RECORDED INFORMATION:
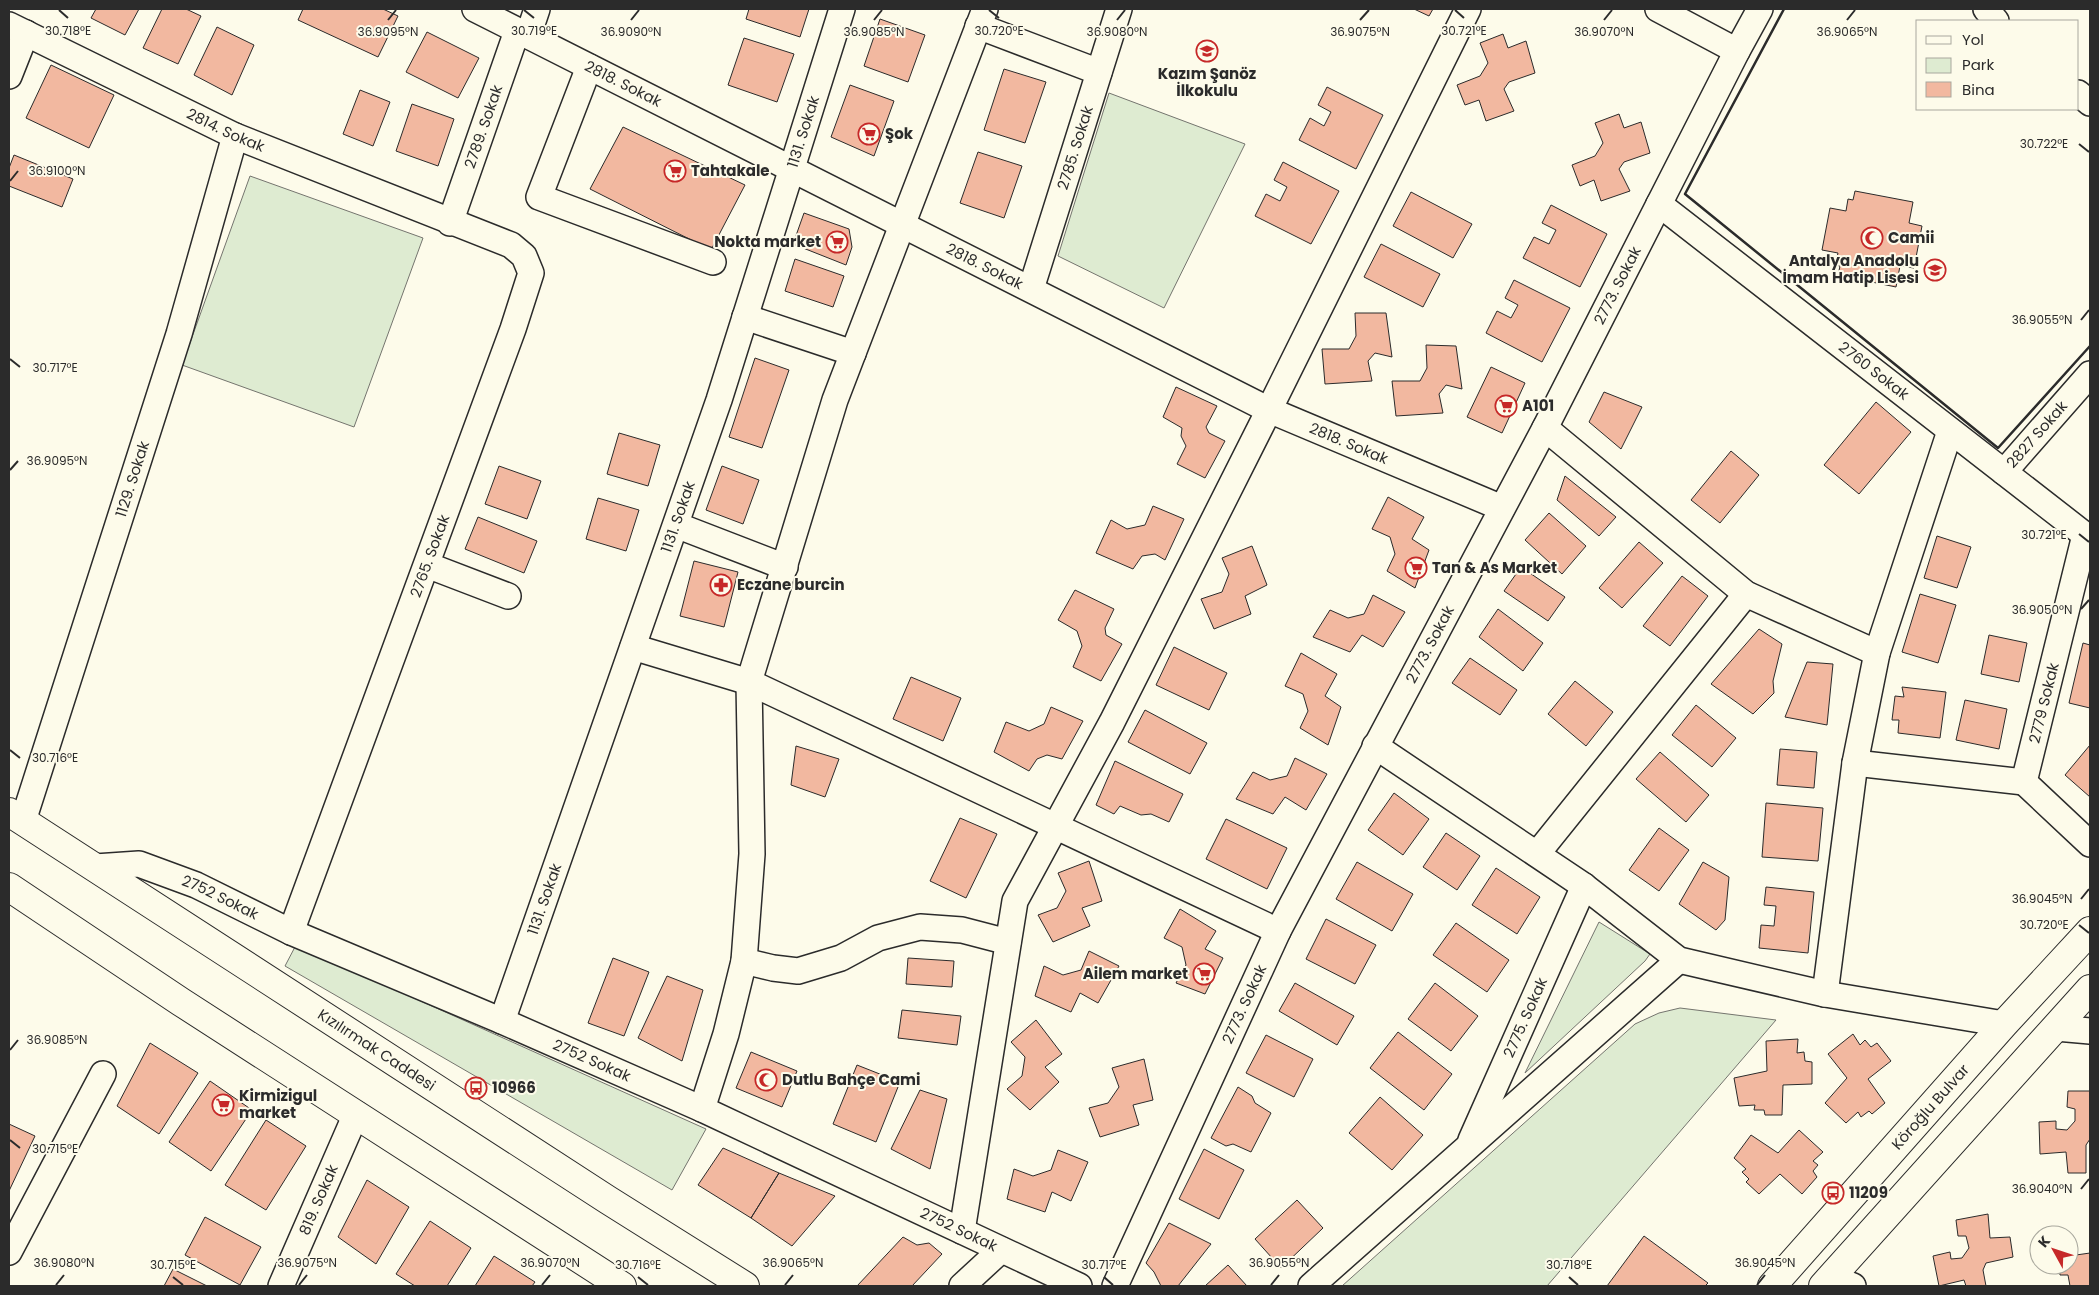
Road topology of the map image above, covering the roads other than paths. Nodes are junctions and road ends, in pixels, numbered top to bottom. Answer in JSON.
{"nodes":[{"id":1,"x":475,"y":9,"type":"edge"},
{"id":2,"x":537,"y":9,"type":"edge"},
{"id":3,"x":842,"y":9,"type":"edge"},
{"id":4,"x":1119,"y":9,"type":"edge"},
{"id":5,"x":1468,"y":9,"type":"edge"},
{"id":6,"x":1658,"y":9,"type":"edge"},
{"id":7,"x":1760,"y":9,"type":"edge"},
{"id":8,"x":1986,"y":9,"type":"edge"},
{"id":9,"x":982,"y":17,"type":"edge"},
{"id":10,"x":1995,"y":20,"type":"edge"},
{"id":11,"x":17,"y":29,"type":"edge"},
{"id":12,"x":523,"y":34,"type":"junction"},
{"id":13,"x":1737,"y":51,"type":"junction"},
{"id":14,"x":589,"y":67,"type":"junction"},
{"id":15,"x":1099,"y":72,"type":"junction"},
{"id":16,"x":9,"y":76,"type":"edge"},
{"id":17,"x":2079,"y":94,"type":"edge"},
{"id":18,"x":2090,"y":103,"type":"edge"},
{"id":19,"x":235,"y":136,"type":"junction"},
{"id":20,"x":791,"y":168,"type":"junction"},
{"id":21,"x":1659,"y":204,"type":"junction"},
{"id":22,"x":450,"y":222,"type":"junction"},
{"id":23,"x":903,"y":223,"type":"junction"},
{"id":24,"x":713,"y":262,"type":"dead end"},
{"id":25,"x":1031,"y":289,"type":"junction"},
{"id":26,"x":745,"y":316,"type":"junction"},
{"id":27,"x":853,"y":353,"type":"junction"},
{"id":28,"x":2090,"y":374,"type":"edge"},
{"id":29,"x":1270,"y":410,"type":"junction"},
{"id":30,"x":1545,"y":428,"type":"junction"},
{"id":31,"x":1950,"y":431,"type":"junction"},
{"id":32,"x":2004,"y":472,"type":"junction"},
{"id":33,"x":1502,"y":508,"type":"junction"},
{"id":34,"x":676,"y":525,"type":"junction"},
{"id":35,"x":2087,"y":537,"type":"edge"},
{"id":36,"x":426,"y":565,"type":"junction"},
{"id":37,"x":785,"y":567,"type":"junction"},
{"id":38,"x":1746,"y":594,"type":"junction"},
{"id":39,"x":508,"y":596,"type":"dead end"},
{"id":40,"x":633,"y":647,"type":"junction"},
{"id":41,"x":1877,"y":653,"type":"junction"},
{"id":42,"x":749,"y":682,"type":"junction"},
{"id":43,"x":1375,"y":746,"type":"junction"},
{"id":44,"x":1855,"y":763,"type":"junction"},
{"id":45,"x":2024,"y":782,"type":"junction"},
{"id":46,"x":16,"y":816,"type":"edge"},
{"id":47,"x":1057,"y":826,"type":"junction"},
{"id":48,"x":2090,"y":844,"type":"edge"},
{"id":49,"x":1537,"y":854,"type":"junction"},
{"id":50,"x":95,"y":868,"type":"junction"},
{"id":51,"x":1584,"y":886,"type":"junction"},
{"id":52,"x":9,"y":888,"type":"edge"},
{"id":53,"x":1278,"y":931,"type":"junction"},
{"id":54,"x":2090,"y":931,"type":"edge"},
{"id":55,"x":291,"y":932,"type":"junction"},
{"id":56,"x":1008,"y":942,"type":"junction"},
{"id":57,"x":1679,"y":960,"type":"junction"},
{"id":58,"x":744,"y":961,"type":"junction"},
{"id":59,"x":2090,"y":989,"type":"edge"},
{"id":60,"x":1825,"y":994,"type":"junction"},
{"id":61,"x":502,"y":1021,"type":"junction"},
{"id":62,"x":2004,"y":1024,"type":"junction"},
{"id":63,"x":2056,"y":1028,"type":"junction"},
{"id":64,"x":2090,"y":1031,"type":"edge"},
{"id":65,"x":103,"y":1074,"type":"dead end"},
{"id":66,"x":702,"y":1109,"type":"junction"},
{"id":67,"x":356,"y":1114,"type":"junction"},
{"id":68,"x":1467,"y":1148,"type":"junction"},
{"id":69,"x":962,"y":1231,"type":"junction"},
{"id":70,"x":12,"y":1238,"type":"edge"},
{"id":71,"x":1001,"y":1250,"type":"junction"},
{"id":72,"x":1836,"y":1283,"type":"edge"},
{"id":73,"x":281,"y":1286,"type":"edge"},
{"id":74,"x":622,"y":1286,"type":"edge"},
{"id":75,"x":745,"y":1286,"type":"edge"},
{"id":76,"x":962,"y":1286,"type":"edge"},
{"id":77,"x":1079,"y":1286,"type":"edge"},
{"id":78,"x":1115,"y":1286,"type":"edge"},
{"id":79,"x":1311,"y":1286,"type":"edge"},
{"id":80,"x":1772,"y":1286,"type":"edge"}],
"edges":[{"from":1,"to":12,"type":"street","name":"2818. Sokak"},
{"from":2,"to":12,"type":"street","name":"2789. Sokak"},
{"from":3,"to":20,"type":"street","name":"1131. Sokak"},
{"from":4,"to":15,"type":"street","name":"2785. Sokak"},
{"from":5,"to":29,"type":"street"},
{"from":6,"to":13,"type":"street"},
{"from":7,"to":13,"type":"street","name":"2773. Sokak"},
{"from":8,"to":10,"type":"street"},
{"from":9,"to":15,"type":"street"},
{"from":9,"to":23,"type":"street"},
{"from":11,"to":16,"type":"street"},
{"from":11,"to":19,"type":"street","name":"2814. Sokak"},
{"from":12,"to":14,"type":"street","name":"2818. Sokak"},
{"from":12,"to":22,"type":"street","name":"2789. Sokak"},
{"from":13,"to":21,"type":"street","name":"2773. Sokak"},
{"from":14,"to":20,"type":"street","name":"2818. Sokak"},
{"from":14,"to":24,"type":"street"},
{"from":15,"to":25,"type":"street","name":"2785. Sokak"},
{"from":17,"to":18,"type":"street"},
{"from":19,"to":22,"type":"street","name":"2814. Sokak"},
{"from":19,"to":46,"type":"street","name":"1129. Sokak"},
{"from":20,"to":23,"type":"street","name":"2818. Sokak"},
{"from":20,"to":26,"type":"street","name":"1131. Sokak"},
{"from":21,"to":30,"type":"street","name":"2773. Sokak"},
{"from":21,"to":31,"type":"street","name":"2760 Sokak"},
{"from":22,"to":36,"type":"street","name":"2765. Sokak"},
{"from":23,"to":25,"type":"street","name":"2818. Sokak"},
{"from":23,"to":27,"type":"street"},
{"from":25,"to":29,"type":"street","name":"2818. Sokak"},
{"from":26,"to":27,"type":"street"},
{"from":26,"to":34,"type":"street","name":"1131. Sokak"},
{"from":27,"to":37,"type":"street"},
{"from":28,"to":32,"type":"street","name":"2827 Sokak"},
{"from":29,"to":33,"type":"street","name":"2818. Sokak"},
{"from":29,"to":47,"type":"street"},
{"from":30,"to":33,"type":"street","name":"2773. Sokak"},
{"from":30,"to":38,"type":"street"},
{"from":31,"to":32,"type":"street","name":"2760 Sokak"},
{"from":31,"to":41,"type":"street"},
{"from":32,"to":35,"type":"street","name":"2760 Sokak"},
{"from":33,"to":43,"type":"street","name":"2773. Sokak"},
{"from":34,"to":37,"type":"street"},
{"from":34,"to":40,"type":"street","name":"1131. Sokak"},
{"from":35,"to":45,"type":"street","name":"2779 Sokak"},
{"from":36,"to":39,"type":"street"},
{"from":36,"to":55,"type":"street","name":"2765. Sokak"},
{"from":37,"to":42,"type":"street"},
{"from":38,"to":41,"type":"street"},
{"from":38,"to":49,"type":"street"},
{"from":40,"to":42,"type":"street"},
{"from":40,"to":61,"type":"street","name":"1131. Sokak"},
{"from":41,"to":44,"type":"street"},
{"from":42,"to":47,"type":"street"},
{"from":42,"to":58,"type":"street"},
{"from":43,"to":49,"type":"street"},
{"from":43,"to":53,"type":"street","name":"2773. Sokak"},
{"from":44,"to":45,"type":"street"},
{"from":44,"to":60,"type":"street"},
{"from":45,"to":48,"type":"street"},
{"from":46,"to":50,"type":"main road","name":"Kızılırmak Caddesi"},
{"from":47,"to":53,"type":"street"},
{"from":47,"to":56,"type":"street"},
{"from":49,"to":51,"type":"street"},
{"from":50,"to":55,"type":"street","name":"2752 Sokak"},
{"from":50,"to":75,"type":"main road","name":"Kızılırmak Caddesi"},
{"from":51,"to":57,"type":"street"},
{"from":51,"to":68,"type":"street","name":"2775. Sokak"},
{"from":52,"to":67,"type":"main road"},
{"from":53,"to":78,"type":"street","name":"2773. Sokak"},
{"from":54,"to":62,"type":"main road","name":"Köroğlu Bulvar"},
{"from":55,"to":61,"type":"street","name":"2752 Sokak"},
{"from":56,"to":58,"type":"street"},
{"from":56,"to":69,"type":"street"},
{"from":57,"to":60,"type":"street"},
{"from":57,"to":68,"type":"street"},
{"from":58,"to":66,"type":"street"},
{"from":59,"to":63,"type":"main road"},
{"from":60,"to":62,"type":"street"},
{"from":61,"to":66,"type":"street","name":"2752 Sokak"},
{"from":62,"to":80,"type":"main road","name":"Köroğlu Bulvar"},
{"from":63,"to":64,"type":"street"},
{"from":63,"to":72,"type":"main road"},
{"from":65,"to":70,"type":"street"},
{"from":66,"to":69,"type":"street","name":"2752 Sokak"},
{"from":67,"to":73,"type":"street","name":"819. Sokak"},
{"from":67,"to":74,"type":"main road"},
{"from":68,"to":79,"type":"street"},
{"from":69,"to":71,"type":"street","name":"2752 Sokak"},
{"from":71,"to":76,"type":"street"},
{"from":71,"to":77,"type":"street","name":"2752 Sokak"}]}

TASK ITEM: I would like the number of lines in the material above that contain the string "Kızılırmak", with no other words in the reply.

EXERCISE OUTPUT: 2